O presidente Jair Bolsonaro emitiu nota, ainda há pouco, manifestando solidariedade ao senador e ex-juiz federal Sérgio Moro, como também à mulher dele, Rosângela Moro, que só não foram assassinados junto com os filhos porque o Ministério Público Estadual e a PM de São Paulo (não foram órgãos do governo lulopetista) descobriram a tempo toda a trama, acionaram a Polícia Federal e esta saiu a campo nesta quarta-feira, prendendo os líderes do PCC responsáveis pelos atentados.
Na postagem, Bolsonaro estabelece uma clara conexão entre os crimes políticos de agora com os assassinatos de Celso Daniel e Toninho do PT, mais o atentado contra ele.

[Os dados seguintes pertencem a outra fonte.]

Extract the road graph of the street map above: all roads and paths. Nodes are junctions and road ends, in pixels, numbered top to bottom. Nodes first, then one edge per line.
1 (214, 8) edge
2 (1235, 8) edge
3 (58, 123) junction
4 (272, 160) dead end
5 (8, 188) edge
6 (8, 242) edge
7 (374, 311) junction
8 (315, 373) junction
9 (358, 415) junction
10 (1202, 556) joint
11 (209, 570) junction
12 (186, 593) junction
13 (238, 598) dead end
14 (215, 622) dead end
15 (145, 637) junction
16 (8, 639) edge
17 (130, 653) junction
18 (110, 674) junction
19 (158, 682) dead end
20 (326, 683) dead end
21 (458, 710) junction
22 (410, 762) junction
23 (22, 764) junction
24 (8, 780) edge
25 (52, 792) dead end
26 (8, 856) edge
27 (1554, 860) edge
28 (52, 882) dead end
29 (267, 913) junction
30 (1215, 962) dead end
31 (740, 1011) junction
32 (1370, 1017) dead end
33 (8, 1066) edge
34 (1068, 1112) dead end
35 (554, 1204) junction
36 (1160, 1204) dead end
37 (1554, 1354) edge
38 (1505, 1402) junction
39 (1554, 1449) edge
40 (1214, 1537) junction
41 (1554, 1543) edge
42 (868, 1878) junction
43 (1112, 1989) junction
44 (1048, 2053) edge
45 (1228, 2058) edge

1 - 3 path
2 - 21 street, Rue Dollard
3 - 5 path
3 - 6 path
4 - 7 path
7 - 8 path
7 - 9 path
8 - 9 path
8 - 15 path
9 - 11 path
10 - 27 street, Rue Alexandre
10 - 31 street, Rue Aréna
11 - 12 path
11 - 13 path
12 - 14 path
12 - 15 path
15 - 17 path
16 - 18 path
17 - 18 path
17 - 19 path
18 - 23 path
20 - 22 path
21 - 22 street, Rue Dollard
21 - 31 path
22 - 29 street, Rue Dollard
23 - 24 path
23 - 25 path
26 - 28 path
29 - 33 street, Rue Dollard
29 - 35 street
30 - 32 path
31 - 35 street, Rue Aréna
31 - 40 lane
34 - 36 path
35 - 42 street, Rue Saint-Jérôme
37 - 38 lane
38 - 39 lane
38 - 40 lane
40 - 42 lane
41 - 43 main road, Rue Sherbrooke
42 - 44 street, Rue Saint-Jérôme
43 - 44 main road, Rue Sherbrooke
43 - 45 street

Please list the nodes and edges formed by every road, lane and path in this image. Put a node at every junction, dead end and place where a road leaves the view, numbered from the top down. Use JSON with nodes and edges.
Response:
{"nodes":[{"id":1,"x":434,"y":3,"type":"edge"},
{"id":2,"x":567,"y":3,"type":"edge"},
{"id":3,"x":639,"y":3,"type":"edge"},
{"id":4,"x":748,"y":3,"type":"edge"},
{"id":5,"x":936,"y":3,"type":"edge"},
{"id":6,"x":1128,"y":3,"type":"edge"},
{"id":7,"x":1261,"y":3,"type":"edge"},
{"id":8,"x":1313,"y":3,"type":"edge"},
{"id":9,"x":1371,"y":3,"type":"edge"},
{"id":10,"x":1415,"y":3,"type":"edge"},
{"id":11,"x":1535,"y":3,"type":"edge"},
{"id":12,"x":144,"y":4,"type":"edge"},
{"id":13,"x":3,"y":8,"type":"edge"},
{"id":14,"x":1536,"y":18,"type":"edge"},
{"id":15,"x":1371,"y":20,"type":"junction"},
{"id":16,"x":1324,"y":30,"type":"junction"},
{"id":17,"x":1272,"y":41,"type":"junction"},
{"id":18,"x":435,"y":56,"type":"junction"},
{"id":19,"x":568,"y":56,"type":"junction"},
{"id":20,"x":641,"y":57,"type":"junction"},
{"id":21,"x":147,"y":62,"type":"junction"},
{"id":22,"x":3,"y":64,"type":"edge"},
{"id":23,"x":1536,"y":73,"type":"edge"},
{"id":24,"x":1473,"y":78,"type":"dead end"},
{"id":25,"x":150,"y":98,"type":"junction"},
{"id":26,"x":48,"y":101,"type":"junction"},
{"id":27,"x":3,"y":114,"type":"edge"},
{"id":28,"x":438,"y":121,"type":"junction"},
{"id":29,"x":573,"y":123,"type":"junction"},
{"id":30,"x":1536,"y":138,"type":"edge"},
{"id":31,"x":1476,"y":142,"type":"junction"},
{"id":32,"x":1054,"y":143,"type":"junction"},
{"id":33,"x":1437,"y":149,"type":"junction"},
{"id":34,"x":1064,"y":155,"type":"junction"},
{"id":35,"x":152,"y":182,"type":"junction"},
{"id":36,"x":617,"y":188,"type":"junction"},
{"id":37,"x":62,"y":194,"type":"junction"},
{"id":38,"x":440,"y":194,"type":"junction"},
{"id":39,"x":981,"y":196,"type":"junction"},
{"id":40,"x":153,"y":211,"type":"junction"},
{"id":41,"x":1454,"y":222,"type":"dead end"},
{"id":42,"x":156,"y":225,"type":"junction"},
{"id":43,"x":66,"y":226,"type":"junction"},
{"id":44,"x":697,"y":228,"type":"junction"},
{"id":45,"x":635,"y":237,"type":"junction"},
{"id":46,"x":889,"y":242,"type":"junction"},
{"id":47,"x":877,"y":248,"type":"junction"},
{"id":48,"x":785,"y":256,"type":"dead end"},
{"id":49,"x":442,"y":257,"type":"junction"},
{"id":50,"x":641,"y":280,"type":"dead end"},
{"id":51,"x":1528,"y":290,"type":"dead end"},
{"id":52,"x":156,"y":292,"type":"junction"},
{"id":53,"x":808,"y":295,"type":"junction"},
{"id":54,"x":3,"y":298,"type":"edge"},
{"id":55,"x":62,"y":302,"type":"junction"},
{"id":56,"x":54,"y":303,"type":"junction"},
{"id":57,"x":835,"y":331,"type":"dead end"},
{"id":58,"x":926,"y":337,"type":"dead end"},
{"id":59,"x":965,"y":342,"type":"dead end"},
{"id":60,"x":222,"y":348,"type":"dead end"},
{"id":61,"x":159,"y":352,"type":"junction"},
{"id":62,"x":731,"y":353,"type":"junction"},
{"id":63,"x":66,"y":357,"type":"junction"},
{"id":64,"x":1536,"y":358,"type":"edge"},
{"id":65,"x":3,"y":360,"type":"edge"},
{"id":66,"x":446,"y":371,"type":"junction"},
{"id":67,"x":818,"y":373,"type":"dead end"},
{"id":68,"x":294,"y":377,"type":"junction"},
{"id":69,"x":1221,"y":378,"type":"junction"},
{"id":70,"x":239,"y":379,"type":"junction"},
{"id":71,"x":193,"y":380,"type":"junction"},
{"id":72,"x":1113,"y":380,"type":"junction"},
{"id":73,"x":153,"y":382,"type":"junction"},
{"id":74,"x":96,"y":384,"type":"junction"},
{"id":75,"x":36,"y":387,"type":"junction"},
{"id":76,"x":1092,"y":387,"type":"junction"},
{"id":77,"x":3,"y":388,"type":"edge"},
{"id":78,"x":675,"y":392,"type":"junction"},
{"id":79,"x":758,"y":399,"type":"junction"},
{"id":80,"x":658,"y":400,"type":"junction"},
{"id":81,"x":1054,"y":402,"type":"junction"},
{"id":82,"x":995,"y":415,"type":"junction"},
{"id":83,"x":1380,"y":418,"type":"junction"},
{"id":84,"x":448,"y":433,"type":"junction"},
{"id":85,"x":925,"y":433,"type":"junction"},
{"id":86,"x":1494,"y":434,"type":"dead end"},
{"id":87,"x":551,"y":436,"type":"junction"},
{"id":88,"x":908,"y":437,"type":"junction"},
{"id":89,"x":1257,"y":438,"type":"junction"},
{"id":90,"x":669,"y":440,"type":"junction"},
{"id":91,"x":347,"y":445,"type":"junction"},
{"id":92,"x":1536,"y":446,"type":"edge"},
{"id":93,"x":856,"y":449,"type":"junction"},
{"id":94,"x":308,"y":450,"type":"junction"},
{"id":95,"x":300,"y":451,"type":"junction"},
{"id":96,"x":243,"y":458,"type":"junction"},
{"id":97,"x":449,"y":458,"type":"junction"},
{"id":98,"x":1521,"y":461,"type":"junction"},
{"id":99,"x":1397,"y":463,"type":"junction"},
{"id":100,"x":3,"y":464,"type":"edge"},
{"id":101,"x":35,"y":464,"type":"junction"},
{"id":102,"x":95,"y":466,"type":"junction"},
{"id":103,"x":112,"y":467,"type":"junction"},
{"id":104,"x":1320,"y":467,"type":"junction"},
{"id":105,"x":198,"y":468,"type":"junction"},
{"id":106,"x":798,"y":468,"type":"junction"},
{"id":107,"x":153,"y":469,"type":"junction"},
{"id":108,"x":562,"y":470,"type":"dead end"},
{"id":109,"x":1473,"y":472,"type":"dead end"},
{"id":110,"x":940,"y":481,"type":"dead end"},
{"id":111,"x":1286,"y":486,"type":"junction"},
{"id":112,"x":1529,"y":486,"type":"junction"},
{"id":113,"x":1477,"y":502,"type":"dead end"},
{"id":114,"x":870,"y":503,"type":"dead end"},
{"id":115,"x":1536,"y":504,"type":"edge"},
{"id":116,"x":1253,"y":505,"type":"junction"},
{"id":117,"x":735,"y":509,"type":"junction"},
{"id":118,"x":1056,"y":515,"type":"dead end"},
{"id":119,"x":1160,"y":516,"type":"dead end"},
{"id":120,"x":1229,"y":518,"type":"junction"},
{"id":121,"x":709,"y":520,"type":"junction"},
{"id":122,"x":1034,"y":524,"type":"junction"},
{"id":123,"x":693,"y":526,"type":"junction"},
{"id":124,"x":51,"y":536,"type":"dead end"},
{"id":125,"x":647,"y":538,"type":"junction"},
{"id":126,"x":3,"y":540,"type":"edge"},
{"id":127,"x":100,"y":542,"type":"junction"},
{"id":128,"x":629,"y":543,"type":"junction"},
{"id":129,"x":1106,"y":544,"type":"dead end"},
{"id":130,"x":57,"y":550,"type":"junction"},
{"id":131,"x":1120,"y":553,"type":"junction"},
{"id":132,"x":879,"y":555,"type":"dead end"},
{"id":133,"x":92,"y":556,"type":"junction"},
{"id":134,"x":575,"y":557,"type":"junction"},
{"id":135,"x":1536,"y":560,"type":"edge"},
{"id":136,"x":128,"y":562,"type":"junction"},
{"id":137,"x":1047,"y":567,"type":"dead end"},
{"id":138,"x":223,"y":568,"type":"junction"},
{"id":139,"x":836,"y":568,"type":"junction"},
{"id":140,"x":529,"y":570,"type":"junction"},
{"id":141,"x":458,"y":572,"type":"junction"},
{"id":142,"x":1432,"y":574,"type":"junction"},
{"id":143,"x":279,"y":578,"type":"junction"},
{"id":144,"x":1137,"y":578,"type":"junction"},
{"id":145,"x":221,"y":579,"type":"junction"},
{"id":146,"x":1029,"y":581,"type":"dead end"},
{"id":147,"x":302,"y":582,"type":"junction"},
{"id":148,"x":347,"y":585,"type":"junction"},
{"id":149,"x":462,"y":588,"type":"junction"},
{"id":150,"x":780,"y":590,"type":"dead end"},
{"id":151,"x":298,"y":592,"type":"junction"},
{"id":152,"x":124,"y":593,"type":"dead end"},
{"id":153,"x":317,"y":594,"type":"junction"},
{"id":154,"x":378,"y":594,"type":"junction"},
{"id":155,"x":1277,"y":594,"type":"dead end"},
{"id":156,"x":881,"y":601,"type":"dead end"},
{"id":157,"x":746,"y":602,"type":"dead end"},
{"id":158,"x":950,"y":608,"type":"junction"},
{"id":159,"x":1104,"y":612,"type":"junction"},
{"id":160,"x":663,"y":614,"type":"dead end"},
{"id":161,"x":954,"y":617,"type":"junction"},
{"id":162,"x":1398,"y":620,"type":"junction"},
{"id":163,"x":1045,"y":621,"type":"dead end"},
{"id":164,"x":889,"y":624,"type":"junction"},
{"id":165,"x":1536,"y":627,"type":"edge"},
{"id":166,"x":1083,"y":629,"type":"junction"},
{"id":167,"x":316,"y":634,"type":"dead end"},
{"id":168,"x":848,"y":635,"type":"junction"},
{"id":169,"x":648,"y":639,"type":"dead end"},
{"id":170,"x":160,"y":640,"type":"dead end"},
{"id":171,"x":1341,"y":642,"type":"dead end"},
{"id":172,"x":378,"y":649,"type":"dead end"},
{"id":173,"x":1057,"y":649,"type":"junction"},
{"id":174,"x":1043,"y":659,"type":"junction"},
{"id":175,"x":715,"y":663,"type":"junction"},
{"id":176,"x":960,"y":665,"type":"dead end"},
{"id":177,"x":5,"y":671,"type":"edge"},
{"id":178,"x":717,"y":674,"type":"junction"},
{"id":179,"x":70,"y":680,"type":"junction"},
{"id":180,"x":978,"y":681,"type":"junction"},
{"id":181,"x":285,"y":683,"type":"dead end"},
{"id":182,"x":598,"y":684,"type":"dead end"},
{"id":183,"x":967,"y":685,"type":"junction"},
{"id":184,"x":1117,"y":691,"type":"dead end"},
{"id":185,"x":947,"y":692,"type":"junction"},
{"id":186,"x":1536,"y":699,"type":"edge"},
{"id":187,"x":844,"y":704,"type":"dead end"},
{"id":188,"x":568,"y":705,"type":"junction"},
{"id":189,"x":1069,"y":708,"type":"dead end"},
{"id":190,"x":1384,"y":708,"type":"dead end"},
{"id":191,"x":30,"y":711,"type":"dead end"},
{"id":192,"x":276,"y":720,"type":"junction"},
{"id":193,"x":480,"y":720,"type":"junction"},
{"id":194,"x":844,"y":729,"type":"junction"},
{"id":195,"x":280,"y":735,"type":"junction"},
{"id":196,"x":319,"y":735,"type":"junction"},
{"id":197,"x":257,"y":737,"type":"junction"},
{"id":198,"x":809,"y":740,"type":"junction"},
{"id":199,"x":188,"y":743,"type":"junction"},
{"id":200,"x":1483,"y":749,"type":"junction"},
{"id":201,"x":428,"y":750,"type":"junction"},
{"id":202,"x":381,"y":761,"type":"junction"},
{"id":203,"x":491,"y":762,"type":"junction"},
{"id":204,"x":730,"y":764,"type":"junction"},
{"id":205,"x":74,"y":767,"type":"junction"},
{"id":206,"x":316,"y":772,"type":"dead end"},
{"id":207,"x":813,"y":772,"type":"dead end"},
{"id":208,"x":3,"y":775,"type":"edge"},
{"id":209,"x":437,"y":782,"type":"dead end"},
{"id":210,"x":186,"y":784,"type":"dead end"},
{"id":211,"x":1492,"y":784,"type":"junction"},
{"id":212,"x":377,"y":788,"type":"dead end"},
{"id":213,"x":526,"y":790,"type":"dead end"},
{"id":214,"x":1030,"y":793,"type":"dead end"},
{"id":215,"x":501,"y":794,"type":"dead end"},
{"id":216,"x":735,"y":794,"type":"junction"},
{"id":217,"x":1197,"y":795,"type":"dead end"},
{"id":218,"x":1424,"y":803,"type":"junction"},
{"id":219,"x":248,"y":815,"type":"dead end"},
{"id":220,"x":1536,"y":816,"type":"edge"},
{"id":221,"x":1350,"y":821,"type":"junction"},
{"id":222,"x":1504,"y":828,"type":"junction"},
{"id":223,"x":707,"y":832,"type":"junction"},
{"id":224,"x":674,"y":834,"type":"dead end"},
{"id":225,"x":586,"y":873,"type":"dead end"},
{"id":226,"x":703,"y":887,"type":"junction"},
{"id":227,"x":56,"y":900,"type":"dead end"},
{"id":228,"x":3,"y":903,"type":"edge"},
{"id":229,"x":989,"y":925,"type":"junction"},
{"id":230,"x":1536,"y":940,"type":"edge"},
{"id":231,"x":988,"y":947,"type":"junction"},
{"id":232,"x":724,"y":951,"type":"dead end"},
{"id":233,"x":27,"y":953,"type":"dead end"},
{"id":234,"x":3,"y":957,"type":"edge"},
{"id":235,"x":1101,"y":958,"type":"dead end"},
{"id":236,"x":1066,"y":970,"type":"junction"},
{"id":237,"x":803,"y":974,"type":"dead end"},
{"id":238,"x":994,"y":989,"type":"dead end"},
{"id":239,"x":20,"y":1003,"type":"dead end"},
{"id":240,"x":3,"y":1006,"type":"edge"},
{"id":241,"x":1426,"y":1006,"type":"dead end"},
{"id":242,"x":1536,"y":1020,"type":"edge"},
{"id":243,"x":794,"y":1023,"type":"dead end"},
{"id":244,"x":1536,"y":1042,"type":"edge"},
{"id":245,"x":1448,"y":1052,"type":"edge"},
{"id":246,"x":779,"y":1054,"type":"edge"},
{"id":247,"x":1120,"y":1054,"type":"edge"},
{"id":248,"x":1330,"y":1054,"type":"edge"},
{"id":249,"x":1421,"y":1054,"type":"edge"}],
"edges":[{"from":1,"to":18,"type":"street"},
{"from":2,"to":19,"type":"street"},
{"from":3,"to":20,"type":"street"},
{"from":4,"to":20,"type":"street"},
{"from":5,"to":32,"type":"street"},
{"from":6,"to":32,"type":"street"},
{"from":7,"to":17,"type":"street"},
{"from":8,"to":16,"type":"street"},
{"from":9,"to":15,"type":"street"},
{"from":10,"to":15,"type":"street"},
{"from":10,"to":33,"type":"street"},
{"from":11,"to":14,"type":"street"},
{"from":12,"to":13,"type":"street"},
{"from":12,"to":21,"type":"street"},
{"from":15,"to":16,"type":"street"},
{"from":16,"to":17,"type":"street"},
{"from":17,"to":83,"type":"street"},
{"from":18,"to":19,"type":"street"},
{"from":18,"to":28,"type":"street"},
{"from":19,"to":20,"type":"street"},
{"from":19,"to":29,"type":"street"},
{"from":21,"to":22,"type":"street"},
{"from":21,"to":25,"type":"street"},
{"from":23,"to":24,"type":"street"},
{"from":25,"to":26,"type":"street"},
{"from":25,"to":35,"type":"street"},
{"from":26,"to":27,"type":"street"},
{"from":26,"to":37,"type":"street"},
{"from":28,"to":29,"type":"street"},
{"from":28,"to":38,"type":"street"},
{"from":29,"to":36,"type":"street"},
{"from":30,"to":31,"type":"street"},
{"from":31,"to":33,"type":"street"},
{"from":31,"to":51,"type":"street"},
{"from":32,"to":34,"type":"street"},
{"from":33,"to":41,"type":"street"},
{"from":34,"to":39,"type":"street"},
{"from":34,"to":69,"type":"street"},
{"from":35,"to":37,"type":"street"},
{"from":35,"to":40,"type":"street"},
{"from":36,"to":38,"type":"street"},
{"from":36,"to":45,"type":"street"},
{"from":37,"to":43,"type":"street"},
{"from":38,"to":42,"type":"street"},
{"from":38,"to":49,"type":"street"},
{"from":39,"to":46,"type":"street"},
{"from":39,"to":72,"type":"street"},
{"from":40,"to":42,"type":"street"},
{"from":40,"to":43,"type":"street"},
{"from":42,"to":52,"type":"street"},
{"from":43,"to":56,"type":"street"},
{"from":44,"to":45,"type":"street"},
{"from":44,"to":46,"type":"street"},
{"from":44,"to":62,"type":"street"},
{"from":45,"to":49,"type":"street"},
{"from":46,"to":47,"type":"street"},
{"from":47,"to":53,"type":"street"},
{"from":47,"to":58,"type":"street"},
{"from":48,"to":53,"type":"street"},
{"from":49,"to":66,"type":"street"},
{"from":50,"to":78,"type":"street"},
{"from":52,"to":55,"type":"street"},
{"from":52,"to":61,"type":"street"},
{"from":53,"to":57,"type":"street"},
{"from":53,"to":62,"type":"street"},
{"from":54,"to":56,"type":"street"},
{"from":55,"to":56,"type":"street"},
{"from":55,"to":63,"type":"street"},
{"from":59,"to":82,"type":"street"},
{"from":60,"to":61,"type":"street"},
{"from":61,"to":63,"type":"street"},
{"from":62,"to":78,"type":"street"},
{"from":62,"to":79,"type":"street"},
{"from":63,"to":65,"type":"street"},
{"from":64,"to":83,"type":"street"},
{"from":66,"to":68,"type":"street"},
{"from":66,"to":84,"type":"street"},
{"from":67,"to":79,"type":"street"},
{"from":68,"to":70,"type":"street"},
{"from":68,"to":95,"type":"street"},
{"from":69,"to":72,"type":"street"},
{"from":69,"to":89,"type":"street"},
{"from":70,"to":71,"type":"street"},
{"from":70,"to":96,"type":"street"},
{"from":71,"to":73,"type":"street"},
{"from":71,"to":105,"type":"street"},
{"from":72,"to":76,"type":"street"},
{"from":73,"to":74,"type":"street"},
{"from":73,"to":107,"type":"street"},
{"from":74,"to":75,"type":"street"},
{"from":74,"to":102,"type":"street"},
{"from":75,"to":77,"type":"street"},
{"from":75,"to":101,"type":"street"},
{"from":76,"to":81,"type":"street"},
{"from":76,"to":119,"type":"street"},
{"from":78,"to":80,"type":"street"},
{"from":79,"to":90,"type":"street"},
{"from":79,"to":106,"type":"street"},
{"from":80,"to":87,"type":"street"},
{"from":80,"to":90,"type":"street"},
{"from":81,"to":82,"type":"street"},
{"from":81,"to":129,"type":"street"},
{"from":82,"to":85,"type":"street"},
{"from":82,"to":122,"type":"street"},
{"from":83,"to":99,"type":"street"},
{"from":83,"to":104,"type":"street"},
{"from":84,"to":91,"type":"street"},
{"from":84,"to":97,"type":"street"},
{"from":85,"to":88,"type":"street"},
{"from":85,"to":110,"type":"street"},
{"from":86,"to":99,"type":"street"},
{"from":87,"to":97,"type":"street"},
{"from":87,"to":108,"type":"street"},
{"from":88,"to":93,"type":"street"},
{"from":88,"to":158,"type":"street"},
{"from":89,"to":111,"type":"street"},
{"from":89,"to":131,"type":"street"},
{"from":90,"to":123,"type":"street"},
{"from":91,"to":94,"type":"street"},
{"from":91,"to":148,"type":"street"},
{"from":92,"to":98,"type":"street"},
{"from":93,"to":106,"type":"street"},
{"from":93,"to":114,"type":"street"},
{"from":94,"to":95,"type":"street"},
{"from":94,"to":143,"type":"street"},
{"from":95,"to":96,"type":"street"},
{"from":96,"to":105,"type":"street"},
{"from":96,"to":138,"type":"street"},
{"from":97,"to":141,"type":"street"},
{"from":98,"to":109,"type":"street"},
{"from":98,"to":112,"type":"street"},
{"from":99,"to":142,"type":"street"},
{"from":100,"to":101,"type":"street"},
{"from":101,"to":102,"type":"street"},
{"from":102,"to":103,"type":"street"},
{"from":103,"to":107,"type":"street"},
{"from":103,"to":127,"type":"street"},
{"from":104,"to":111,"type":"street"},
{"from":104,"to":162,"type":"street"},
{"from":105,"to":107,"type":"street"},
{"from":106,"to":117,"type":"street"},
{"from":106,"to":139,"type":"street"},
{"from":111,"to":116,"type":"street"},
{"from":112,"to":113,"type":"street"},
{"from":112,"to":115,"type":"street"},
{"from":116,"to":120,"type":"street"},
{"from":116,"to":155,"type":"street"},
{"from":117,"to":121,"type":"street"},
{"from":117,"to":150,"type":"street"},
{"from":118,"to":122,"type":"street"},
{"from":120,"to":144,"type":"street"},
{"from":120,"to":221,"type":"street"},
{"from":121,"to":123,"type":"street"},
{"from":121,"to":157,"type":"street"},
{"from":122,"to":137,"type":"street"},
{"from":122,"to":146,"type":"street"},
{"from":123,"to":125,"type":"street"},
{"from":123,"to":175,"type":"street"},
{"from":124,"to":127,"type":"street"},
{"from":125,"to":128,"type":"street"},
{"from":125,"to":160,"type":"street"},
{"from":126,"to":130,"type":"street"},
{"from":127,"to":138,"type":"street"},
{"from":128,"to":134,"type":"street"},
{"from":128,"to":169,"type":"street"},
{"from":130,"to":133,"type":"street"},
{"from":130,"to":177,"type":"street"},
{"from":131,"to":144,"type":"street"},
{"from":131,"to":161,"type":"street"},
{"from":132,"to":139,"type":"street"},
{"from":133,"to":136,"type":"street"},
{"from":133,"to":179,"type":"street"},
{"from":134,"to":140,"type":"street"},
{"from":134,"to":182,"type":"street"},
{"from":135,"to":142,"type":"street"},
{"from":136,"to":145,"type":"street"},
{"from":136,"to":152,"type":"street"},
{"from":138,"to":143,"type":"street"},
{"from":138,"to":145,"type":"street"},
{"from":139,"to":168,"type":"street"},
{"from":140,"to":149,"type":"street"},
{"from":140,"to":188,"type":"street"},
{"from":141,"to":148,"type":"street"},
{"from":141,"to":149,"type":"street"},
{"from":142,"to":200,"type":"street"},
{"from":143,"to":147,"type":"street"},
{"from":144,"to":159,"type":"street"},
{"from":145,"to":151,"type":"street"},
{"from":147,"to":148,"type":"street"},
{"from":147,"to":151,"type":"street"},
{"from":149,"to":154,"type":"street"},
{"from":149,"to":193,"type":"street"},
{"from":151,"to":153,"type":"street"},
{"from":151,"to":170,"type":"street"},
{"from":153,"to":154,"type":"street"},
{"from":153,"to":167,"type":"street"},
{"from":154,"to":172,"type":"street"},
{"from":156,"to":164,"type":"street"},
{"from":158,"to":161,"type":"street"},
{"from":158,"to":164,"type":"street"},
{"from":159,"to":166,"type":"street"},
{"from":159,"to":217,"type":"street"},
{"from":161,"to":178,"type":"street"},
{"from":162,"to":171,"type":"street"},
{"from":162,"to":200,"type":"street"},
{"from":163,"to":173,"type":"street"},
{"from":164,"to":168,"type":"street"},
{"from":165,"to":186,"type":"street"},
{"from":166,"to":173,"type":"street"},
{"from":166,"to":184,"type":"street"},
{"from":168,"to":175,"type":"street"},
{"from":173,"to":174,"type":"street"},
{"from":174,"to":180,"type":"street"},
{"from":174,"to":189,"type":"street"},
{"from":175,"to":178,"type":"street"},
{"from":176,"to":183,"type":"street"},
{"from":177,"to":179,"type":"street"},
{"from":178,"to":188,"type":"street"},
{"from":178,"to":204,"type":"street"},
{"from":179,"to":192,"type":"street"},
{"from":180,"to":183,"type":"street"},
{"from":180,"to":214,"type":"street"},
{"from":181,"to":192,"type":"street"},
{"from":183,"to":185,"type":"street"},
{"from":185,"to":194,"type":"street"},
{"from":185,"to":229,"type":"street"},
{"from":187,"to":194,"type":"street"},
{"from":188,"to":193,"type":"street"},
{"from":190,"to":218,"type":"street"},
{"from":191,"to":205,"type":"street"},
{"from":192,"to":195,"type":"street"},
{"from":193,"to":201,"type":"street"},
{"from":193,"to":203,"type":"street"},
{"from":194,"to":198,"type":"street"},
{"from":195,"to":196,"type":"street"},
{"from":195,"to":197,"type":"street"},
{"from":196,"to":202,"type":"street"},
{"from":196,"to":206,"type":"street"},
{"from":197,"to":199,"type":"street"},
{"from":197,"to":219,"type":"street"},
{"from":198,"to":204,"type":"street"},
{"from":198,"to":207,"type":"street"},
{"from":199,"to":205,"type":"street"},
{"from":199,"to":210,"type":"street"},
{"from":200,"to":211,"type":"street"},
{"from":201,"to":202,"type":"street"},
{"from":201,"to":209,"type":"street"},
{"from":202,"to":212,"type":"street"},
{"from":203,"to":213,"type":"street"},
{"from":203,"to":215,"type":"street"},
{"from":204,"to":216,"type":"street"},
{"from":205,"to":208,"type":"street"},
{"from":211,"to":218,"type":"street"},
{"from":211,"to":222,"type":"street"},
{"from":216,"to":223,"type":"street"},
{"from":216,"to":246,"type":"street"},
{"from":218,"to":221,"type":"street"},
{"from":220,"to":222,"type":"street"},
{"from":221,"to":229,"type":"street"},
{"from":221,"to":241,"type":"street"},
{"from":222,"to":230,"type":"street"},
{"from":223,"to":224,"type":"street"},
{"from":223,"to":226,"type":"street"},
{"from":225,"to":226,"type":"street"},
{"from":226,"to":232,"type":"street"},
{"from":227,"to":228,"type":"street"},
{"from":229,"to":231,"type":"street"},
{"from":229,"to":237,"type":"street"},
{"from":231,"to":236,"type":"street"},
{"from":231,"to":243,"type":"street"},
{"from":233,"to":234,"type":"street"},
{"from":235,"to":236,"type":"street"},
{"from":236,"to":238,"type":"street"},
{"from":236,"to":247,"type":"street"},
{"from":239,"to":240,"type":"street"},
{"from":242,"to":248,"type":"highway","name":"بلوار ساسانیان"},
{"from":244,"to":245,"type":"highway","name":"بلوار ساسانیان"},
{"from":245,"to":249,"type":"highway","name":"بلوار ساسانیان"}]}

"Tudo não pode ser coincidência", denuncia Bolosonaro, ele mesmo objeto de ameaças recorrentes de novos atentados e de prisões políticas.
Bolsonaro não acha que o PCC atua sozinho neste caso, mas que opera como braço armado de interesses políticos já claramente definidos.
O governo federal lulopetista faz silêncio comprometedor sobre o caso, mas quando fala, usa linguagem oblíqua para se referir aos sujeitos apontados como possíveis vítimas.